Estos son los resultados que no quieren que veamos. Analizaremos los porcentajes con respecto al censo y no con respecto a los votantes como suelen mostrarnoslo en los medios de información habituales.

ANDALUCÍA

Fuentes: http://elecciones.mir.es/resultadosgenerales2011/99CG/DCG01999CM_L1.htm
http://resultados-elecciones.rtve.es/andalucia/

ASTURIAS

Fuentes: http://elecciones.mir.es/resultadosgenerales2011/99CG/DCG03999CM_L1.htm
http://resultados-elecciones.rtve.es/asturias/

Es interesante observar el comportamiento similar de los electores tanto en las andaluzas como en las asturianas lo que deja entrever una posible causa común. Hemos planteado las siguientes hipótesis, por demostrar.

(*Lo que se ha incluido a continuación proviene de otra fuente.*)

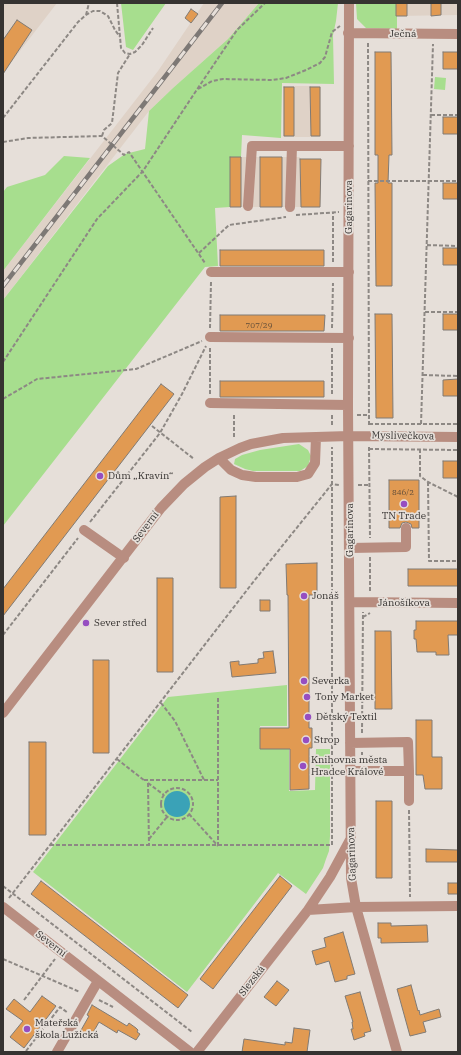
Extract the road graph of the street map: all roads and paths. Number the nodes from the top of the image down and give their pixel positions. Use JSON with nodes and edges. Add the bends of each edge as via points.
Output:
{"nodes":[{"id":1,"x":89,"y":3,"type":"edge"},
{"id":2,"x":117,"y":3,"type":"edge"},
{"id":3,"x":265,"y":3,"type":"edge"},
{"id":4,"x":349,"y":3,"type":"edge"},
{"id":5,"x":86,"y":15,"type":"junction"},
{"id":6,"x":153,"y":28,"type":"dead end"},
{"id":7,"x":349,"y":29,"type":"junction"},
{"id":8,"x":458,"y":34,"type":"edge"},
{"id":9,"x":120,"y":37,"type":"junction"},
{"id":10,"x":433,"y":42,"type":"dead end"},
{"id":11,"x":368,"y":43,"type":"dead end"},
{"id":12,"x":130,"y":54,"type":"junction"},
{"id":13,"x":196,"y":91,"type":"junction"},
{"id":14,"x":431,"y":115,"type":"junction"},
{"id":15,"x":458,"y":115,"type":"edge"},
{"id":16,"x":3,"y":118,"type":"edge"},
{"id":17,"x":102,"y":136,"type":"junction"},
{"id":18,"x":3,"y":142,"type":"edge"},
{"id":19,"x":292,"y":146,"type":"junction"},
{"id":20,"x":349,"y":146,"type":"junction"},
{"id":21,"x":143,"y":171,"type":"junction"},
{"id":22,"x":368,"y":181,"type":"junction"},
{"id":23,"x":429,"y":181,"type":"junction"},
{"id":24,"x":458,"y":181,"type":"edge"},
{"id":25,"x":248,"y":206,"type":"dead end"},
{"id":26,"x":290,"y":207,"type":"dead end"},
{"id":27,"x":349,"y":211,"type":"junction"},
{"id":28,"x":333,"y":212,"type":"junction"},
{"id":29,"x":427,"y":246,"type":"junction"},
{"id":30,"x":458,"y":246,"type":"edge"},
{"id":31,"x":199,"y":253,"type":"junction"},
{"id":32,"x":211,"y":272,"type":"junction"},
{"id":33,"x":333,"y":272,"type":"junction"},
{"id":34,"x":349,"y":272,"type":"junction"},
{"id":35,"x":425,"y":312,"type":"junction"},
{"id":36,"x":458,"y":312,"type":"edge"},
{"id":37,"x":210,"y":337,"type":"junction"},
{"id":38,"x":332,"y":338,"type":"junction"},
{"id":39,"x":349,"y":338,"type":"junction"},
{"id":40,"x":3,"y":362,"type":"edge"},
{"id":41,"x":423,"y":375,"type":"junction"},
{"id":42,"x":458,"y":376,"type":"edge"},
{"id":43,"x":3,"y":399,"type":"edge"},
{"id":44,"x":210,"y":403,"type":"joint"},
{"id":45,"x":234,"y":403,"type":"junction"},
{"id":46,"x":332,"y":405,"type":"junction"},
{"id":47,"x":348,"y":405,"type":"junction"},
{"id":48,"x":351,"y":415,"type":"dead end"},
{"id":49,"x":369,"y":415,"type":"junction"},
{"id":50,"x":421,"y":424,"type":"junction"},
{"id":51,"x":458,"y":424,"type":"edge"},
{"id":52,"x":152,"y":426,"type":"dead end"},
{"id":53,"x":160,"y":432,"type":"junction"},
{"id":54,"x":332,"y":436,"type":"junction"},
{"id":55,"x":349,"y":436,"type":"junction"},
{"id":56,"x":234,"y":437,"type":"dead end"},
{"id":57,"x":316,"y":437,"type":"junction"},
{"id":58,"x":458,"y":437,"type":"edge"},
{"id":59,"x":420,"y":449,"type":"junction"},
{"id":60,"x":458,"y":450,"type":"edge"},
{"id":61,"x":219,"y":458,"type":"junction"},
{"id":62,"x":194,"y":459,"type":"dead end"},
{"id":63,"x":428,"y":482,"type":"junction"},
{"id":64,"x":332,"y":484,"type":"junction"},
{"id":65,"x":357,"y":485,"type":"dead end"},
{"id":66,"x":369,"y":486,"type":"junction"},
{"id":67,"x":458,"y":497,"type":"edge"},
{"id":68,"x":406,"y":528,"type":"dead end"},
{"id":69,"x":84,"y":530,"type":"junction"},
{"id":70,"x":370,"y":547,"type":"junction"},
{"id":71,"x":350,"y":548,"type":"junction"},
{"id":72,"x":124,"y":558,"type":"junction"},
{"id":73,"x":458,"y":560,"type":"edge"},
{"id":74,"x":370,"y":594,"type":"dead end"},
{"id":75,"x":350,"y":602,"type":"junction"},
{"id":76,"x":363,"y":603,"type":"junction"},
{"id":77,"x":458,"y":603,"type":"edge"},
{"id":78,"x":3,"y":635,"type":"edge"},
{"id":79,"x":218,"y":696,"type":"dead end"},
{"id":80,"x":160,"y":703,"type":"junction"},
{"id":81,"x":3,"y":713,"type":"edge"},
{"id":82,"x":350,"y":743,"type":"junction"},
{"id":83,"x":362,"y":743,"type":"junction"},
{"id":84,"x":117,"y":759,"type":"junction"},
{"id":85,"x":350,"y":771,"type":"junction"},
{"id":86,"x":362,"y":771,"type":"junction"},
{"id":87,"x":409,"y":771,"type":"junction"},
{"id":88,"x":144,"y":780,"type":"junction"},
{"id":89,"x":204,"y":780,"type":"junction"},
{"id":90,"x":218,"y":780,"type":"junction"},
{"id":91,"x":148,"y":783,"type":"junction"},
{"id":92,"x":164,"y":795,"type":"junction"},
{"id":93,"x":409,"y":801,"type":"joint"},
{"id":94,"x":189,"y":814,"type":"junction"},
{"id":95,"x":167,"y":817,"type":"junction"},
{"id":96,"x":350,"y":838,"type":"junction"},
{"id":97,"x":149,"y":839,"type":"junction"},
{"id":98,"x":50,"y":845,"type":"junction"},
{"id":99,"x":149,"y":846,"type":"junction"},
{"id":100,"x":218,"y":846,"type":"junction"},
{"id":101,"x":3,"y":886,"type":"edge"},
{"id":102,"x":12,"y":893,"type":"junction"},
{"id":103,"x":417,"y":898,"type":"dead end"},
{"id":104,"x":410,"y":902,"type":"junction"},
{"id":105,"x":5,"y":903,"type":"edge"},
{"id":106,"x":458,"y":906,"type":"edge"},
{"id":107,"x":356,"y":907,"type":"junction"},
{"id":108,"x":308,"y":910,"type":"junction"},
{"id":109,"x":60,"y":952,"type":"junction"},
{"id":110,"x":98,"y":981,"type":"junction"},
{"id":111,"x":24,"y":1000,"type":"dead end"},
{"id":112,"x":69,"y":1014,"type":"dead end"},
{"id":113,"x":192,"y":1032,"type":"dead end"},
{"id":114,"x":26,"y":1051,"type":"edge"},
{"id":115,"x":57,"y":1052,"type":"edge"},
{"id":116,"x":190,"y":1052,"type":"edge"},
{"id":117,"x":197,"y":1052,"type":"edge"},
{"id":118,"x":397,"y":1052,"type":"edge"}],
"edges":[{"from":1,"to":5,"type":"path"},
{"from":2,"to":9,"type":"path"},
{"from":3,"to":13,"type":"path","via":[[237,30]]},
{"from":4,"to":7,"type":"street","name":"Gagarinova"},
{"from":5,"to":9,"type":"path","via":[[100,11],[108,16]]},
{"from":5,"to":16,"type":"path"},
{"from":6,"to":12,"type":"path","via":[[142,45]]},
{"from":7,"to":8,"type":"street","name":"Ječná"},
{"from":7,"to":13,"type":"path","via":[[336,28],[332,32],[325,57],[320,63],[306,70],[286,78],[272,80],[212,81]]},
{"from":7,"to":20,"type":"street","name":"Gagarinova"},
{"from":9,"to":12,"type":"path","via":[[121,48]]},
{"from":10,"to":14,"type":"path"},
{"from":11,"to":22,"type":"path"},
{"from":12,"to":17,"type":"path","via":[[118,73],[112,123],[104,130]]},
{"from":13,"to":21,"type":"path"},
{"from":14,"to":15,"type":"path"},
{"from":14,"to":23,"type":"path"},
{"from":17,"to":18,"type":"path","via":[[28,138]]},
{"from":17,"to":21,"type":"path","via":[[124,154],[129,152]]},
{"from":19,"to":20,"type":"street"},
{"from":19,"to":25,"type":"street","via":[[252,146]]},
{"from":19,"to":26,"type":"street"},
{"from":20,"to":27,"type":"street","name":"Gagarinova"},
{"from":21,"to":31,"type":"path"},
{"from":21,"to":40,"type":"path","via":[[97,218]]},
{"from":22,"to":23,"type":"path"},
{"from":22,"to":49,"type":"path"},
{"from":23,"to":24,"type":"path"},
{"from":23,"to":29,"type":"path"},
{"from":27,"to":28,"type":"path"},
{"from":27,"to":34,"type":"street","name":"Gagarinova"},
{"from":28,"to":31,"type":"path","via":[[229,225]]},
{"from":28,"to":33,"type":"path"},
{"from":29,"to":30,"type":"path"},
{"from":29,"to":35,"type":"path"},
{"from":31,"to":32,"type":"path"},
{"from":32,"to":33,"type":"street"},
{"from":32,"to":37,"type":"path"},
{"from":33,"to":34,"type":"street"},
{"from":33,"to":38,"type":"path"},
{"from":34,"to":39,"type":"street","name":"Gagarinova"},
{"from":35,"to":36,"type":"path"},
{"from":35,"to":41,"type":"path"},
{"from":37,"to":38,"type":"street"},
{"from":37,"to":43,"type":"path","via":[[136,369],[38,379]]},
{"from":37,"to":44,"type":"path"},
{"from":37,"to":53,"type":"path"},
{"from":38,"to":39,"type":"street"},
{"from":38,"to":46,"type":"path"},
{"from":39,"to":47,"type":"street","name":"Gagarinova"},
{"from":41,"to":42,"type":"path"},
{"from":41,"to":50,"type":"path"},
{"from":44,"to":45,"type":"street"},
{"from":45,"to":46,"type":"street"},
{"from":45,"to":56,"type":"path"},
{"from":46,"to":47,"type":"street"},
{"from":46,"to":54,"type":"path"},
{"from":47,"to":55,"type":"street","name":"Gagarinova"},
{"from":48,"to":49,"type":"path"},
{"from":49,"to":50,"type":"path","via":[[369,425]]},
{"from":50,"to":51,"type":"path"},
{"from":52,"to":53,"type":"path"},
{"from":53,"to":62,"type":"path"},
{"from":53,"to":69,"type":"path"},
{"from":54,"to":55,"type":"street","name":"Severní"},
{"from":54,"to":57,"type":"street","name":"Severní"},
{"from":54,"to":64,"type":"path"},
{"from":55,"to":58,"type":"street","name":"Myslivečkova"},
{"from":55,"to":71,"type":"street","name":"Gagarinova"},
{"from":57,"to":61,"type":"street","name":"Severní","via":[[259,442]]},
{"from":57,"to":61,"type":"street","via":[[315,463],[308,474],[297,477],[242,476],[227,467]]},
{"from":59,"to":60,"type":"path"},
{"from":59,"to":63,"type":"path","via":[[420,476]]},
{"from":59,"to":66,"type":"path","via":[[369,447]]},
{"from":61,"to":72,"type":"street","name":"Severní","via":[[195,474],[173,494]]},
{"from":63,"to":67,"type":"path"},
{"from":63,"to":73,"type":"path","via":[[429,560]]},
{"from":64,"to":80,"type":"path"},
{"from":64,"to":100,"type":"path","via":[[332,845]]},
{"from":65,"to":66,"type":"path"},
{"from":66,"to":70,"type":"path"},
{"from":68,"to":70,"type":"street","via":[[406,547]]},
{"from":69,"to":72,"type":"street"},
{"from":69,"to":78,"type":"path"},
{"from":70,"to":71,"type":"street"},
{"from":70,"to":74,"type":"path"},
{"from":71,"to":75,"type":"street","name":"Gagarinova"},
{"from":72,"to":81,"type":"street","name":"Severní"},
{"from":75,"to":76,"type":"street","name":"Jánošíkova"},
{"from":75,"to":82,"type":"street","name":"Gagarinova"},
{"from":76,"to":77,"type":"street","name":"Jánošíkova"},
{"from":76,"to":83,"type":"path"},
{"from":79,"to":90,"type":"path"},
{"from":80,"to":84,"type":"path"},
{"from":80,"to":89,"type":"path","via":[[178,727]]},
{"from":82,"to":83,"type":"street"},
{"from":82,"to":85,"type":"street","name":"Gagarinova"},
{"from":83,"to":86,"type":"path"},
{"from":83,"to":87,"type":"street","via":[[408,742]]},
{"from":84,"to":88,"type":"path"},
{"from":84,"to":98,"type":"path"},
{"from":85,"to":86,"type":"street"},
{"from":85,"to":96,"type":"street","name":"Gagarinova"},
{"from":86,"to":87,"type":"street"},
{"from":87,"to":93,"type":"street"},
{"from":88,"to":89,"type":"path"},
{"from":88,"to":91,"type":"path"},
{"from":89,"to":90,"type":"path"},
{"from":90,"to":100,"type":"path"},
{"from":91,"to":92,"type":"path"},
{"from":91,"to":97,"type":"path"},
{"from":92,"to":94,"type":"path","via":[[177,788],[186,792],[192,800],[192,810]]},
{"from":92,"to":95,"type":"path","via":[[162,809]]},
{"from":93,"to":104,"type":"path"},
{"from":94,"to":95,"type":"path","via":[[176,820]]},
{"from":94,"to":100,"type":"path"},
{"from":95,"to":97,"type":"path"},
{"from":96,"to":107,"type":"street","name":"Gagarinova","via":[[351,878]]},
{"from":96,"to":108,"type":"street","name":"Slezská","via":[[330,877]]},
{"from":97,"to":99,"type":"path"},
{"from":98,"to":99,"type":"path"},
{"from":98,"to":102,"type":"path"},
{"from":99,"to":100,"type":"path"},
{"from":101,"to":102,"type":"path"},
{"from":102,"to":105,"type":"path"},
{"from":102,"to":113,"type":"path"},
{"from":103,"to":104,"type":"path"},
{"from":104,"to":106,"type":"street"},
{"from":104,"to":107,"type":"street"},
{"from":105,"to":109,"type":"street","name":"Severní"},
{"from":107,"to":108,"type":"street"},
{"from":107,"to":118,"type":"street","name":"Gagarinova"},
{"from":108,"to":117,"type":"street","name":"Slezská"},
{"from":109,"to":110,"type":"street","name":"Severní"},
{"from":109,"to":111,"type":"path"},
{"from":110,"to":115,"type":"street"},
{"from":110,"to":116,"type":"street","name":"Severní"},
{"from":112,"to":114,"type":"path","via":[[60,1007]]}]}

La oscilación PSOE – IU continúa

La pérdida de voto socialista se mantiene aunque el ritmo de su caída con respecto a las últimas elecciones del 2011 se ha amortiguado. Pasar a la oposición lo ha sacado del epicentro del desgaste político pero los electores que ha perdido siguen sin regresar. Izquierda Unida sigue recogiendo una fracción de esa fuga de votos y es la única formación que crece en términos globales en ambas elecciones. Su crecimiento parece ir directamente relacionado con la amplitud de la caída del PSOE y dado que ésta se ha ralentizado, IU también ha frenado su subida. El voto PSOE + IU parece estar estancándose por ahora sin variaciones tan significativas como en el 2011.

Decepción en las filas del PP

El electorado del PP, en cambio, parece sumido por primera vez en la frustración. El votante que acudió esperanzado ya se ha arrepentido e incluso una parte del votante que le había sido leal hasta la fecha está empezando a sentirse decepcionado. Sus resultados electorales no solo son peores que 2011, sino también incluso que 2008, lo que da una idea de la magnitud de la fuga de votos del PP. En Asturias hay un factor distorsionante y es la aparición del Foro Asturias (FAC), que ya recogió en 2011 gran parte de ese votante no muy convencido del PP. Por ello, en las asturianas el partido más castigado es de hecho FAC aunque el PP mantiene su tendencia a la baja. La mayor parte de ese voto va dirigido a la abstención y una pequeña fracción, muy pequeña a UPyD que presenta crecimientos aún más tímidos que los de IU.

Conclusiones

Es evidente que los ciudadanos están faltos de alternativas, hacen falta nuevas ideas. Un nuevo modelo que mire al futuro, que no sea defensivo. La mayoría han perdido los referentes y quienes aún votan, lo hacen en negativo: al PP para que no gane el PSOE y al PSOE para que no gane el PP. Pero, ¿hay alguien que aun les vote porque realmente cree que solucionarán algo? Lo dudo. Los años de agonía económica que se avecinan van a poner a prueba al sistema como nunca antes. Gobiernos de concentración, tecnócratas impuestos por la UE y legislaciones altamente restrictivas contra las concentraciones callejeras son ideas a las que nos estamos acostumbrando. Mientras la fe en el sistema político-económico siga a la baja, sólo el planteamiento de una alternativa económica fresca y compatible con una democracia real, completamente nueva y desligada de las directrices de la UE, podría renovar la ilusión ciudadana. Pero, ¿quien está en condiciones de realizar semejante desafío y de llevarlo hasta las últimas consecuencias? Desde luego, nadie perteneciente al actual panorama político español.